_Supplied data_.
▬▬▬▬▬▬▬▬▬▬
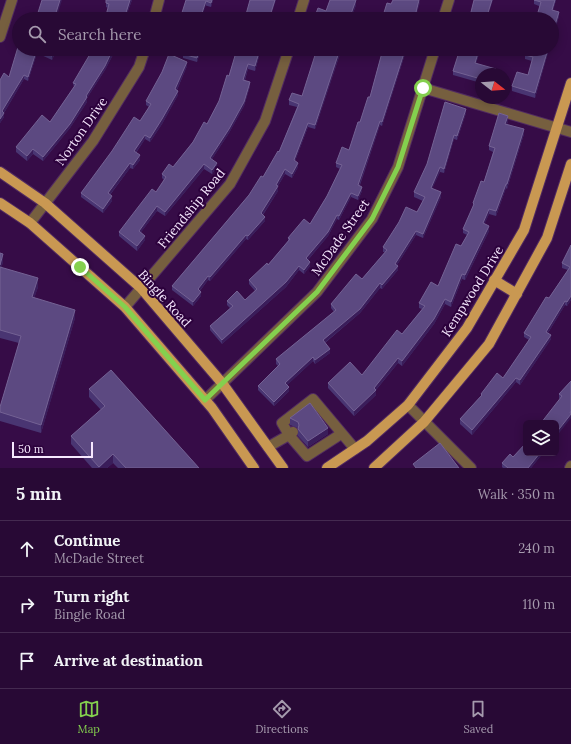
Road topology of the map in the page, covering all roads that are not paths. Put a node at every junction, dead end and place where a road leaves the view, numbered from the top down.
1 (12, 0) edge
2 (159, 0) edge
3 (304, 0) edge
4 (448, 0) edge
5 (156, 12) edge
6 (300, 12) edge
7 (445, 12) edge
8 (0, 37) edge
9 (143, 56) edge
10 (287, 56) edge
11 (432, 56) edge
12 (571, 83) edge
13 (423, 88) junction
14 (558, 127) junction
15 (571, 132) edge
16 (571, 164) edge
17 (0, 172) edge
18 (0, 203) edge
19 (45, 203) junction
20 (30, 223) junction
21 (494, 280) junction
22 (141, 288) junction
23 (517, 294) junction
24 (125, 307) junction
25 (222, 383) junction
26 (205, 400) junction
27 (408, 405) junction
28 (424, 422) junction
29 (291, 433) junction
30 (341, 434) junction
31 (268, 447) junction
32 (355, 449) junction
33 (254, 468) edge
34 (283, 468) edge
35 (327, 468) edge
36 (374, 468) edge
37 (471, 468) edge

1 - 8 street
2 - 5 street
3 - 6 street
4 - 7 street
9 - 19 street, Norton Drive
10 - 22 street, Friendship Road
11 - 13 street, McDade Street
12 - 14 main road, Kempwood Drive
13 - 14 street
13 - 25 street, McDade Street
14 - 15 street
14 - 21 main road, Kempwood Drive
16 - 23 main road
17 - 19 main road, Bingle Road
18 - 20 main road
19 - 20 street, Norton Drive
19 - 22 main road, Bingle Road
20 - 24 main road
21 - 23 main road
21 - 27 main road, Kempwood Drive
22 - 24 street, Friendship Road
22 - 25 main road, Bingle Road
23 - 28 main road
24 - 26 main road
25 - 26 street, McDade Street
25 - 31 main road, Bingle Road
26 - 33 main road
27 - 28 street
27 - 32 main road, Kempwood Drive
28 - 36 main road
28 - 37 street
29 - 30 street
29 - 30 street
29 - 31 street
30 - 32 street
31 - 34 main road, Bingle Road
32 - 35 main road, Kempwood Drive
▬▬▬▬▬▬▬▬▬▬
_What the task asks_. Without any pictures, transcribe the listing above exactly as written.

_Solution to this exercise_.
Road topology of the map in the page, covering all roads that are not paths. Put a node at every junction, dead end and place where a road leaves the view, numbered from the top down.
1 (12, 0) edge
2 (159, 0) edge
3 (304, 0) edge
4 (448, 0) edge
5 (156, 12) edge
6 (300, 12) edge
7 (445, 12) edge
8 (0, 37) edge
9 (143, 56) edge
10 (287, 56) edge
11 (432, 56) edge
12 (571, 83) edge
13 (423, 88) junction
14 (558, 127) junction
15 (571, 132) edge
16 (571, 164) edge
17 (0, 172) edge
18 (0, 203) edge
19 (45, 203) junction
20 (30, 223) junction
21 (494, 280) junction
22 (141, 288) junction
23 (517, 294) junction
24 (125, 307) junction
25 (222, 383) junction
26 (205, 400) junction
27 (408, 405) junction
28 (424, 422) junction
29 (291, 433) junction
30 (341, 434) junction
31 (268, 447) junction
32 (355, 449) junction
33 (254, 468) edge
34 (283, 468) edge
35 (327, 468) edge
36 (374, 468) edge
37 (471, 468) edge

1 - 8 street
2 - 5 street
3 - 6 street
4 - 7 street
9 - 19 street, Norton Drive
10 - 22 street, Friendship Road
11 - 13 street, McDade Street
12 - 14 main road, Kempwood Drive
13 - 14 street
13 - 25 street, McDade Street
14 - 15 street
14 - 21 main road, Kempwood Drive
16 - 23 main road
17 - 19 main road, Bingle Road
18 - 20 main road
19 - 20 street, Norton Drive
19 - 22 main road, Bingle Road
20 - 24 main road
21 - 23 main road
21 - 27 main road, Kempwood Drive
22 - 24 street, Friendship Road
22 - 25 main road, Bingle Road
23 - 28 main road
24 - 26 main road
25 - 26 street, McDade Street
25 - 31 main road, Bingle Road
26 - 33 main road
27 - 28 street
27 - 32 main road, Kempwood Drive
28 - 36 main road
28 - 37 street
29 - 30 street
29 - 30 street
29 - 31 street
30 - 32 street
31 - 34 main road, Bingle Road
32 - 35 main road, Kempwood Drive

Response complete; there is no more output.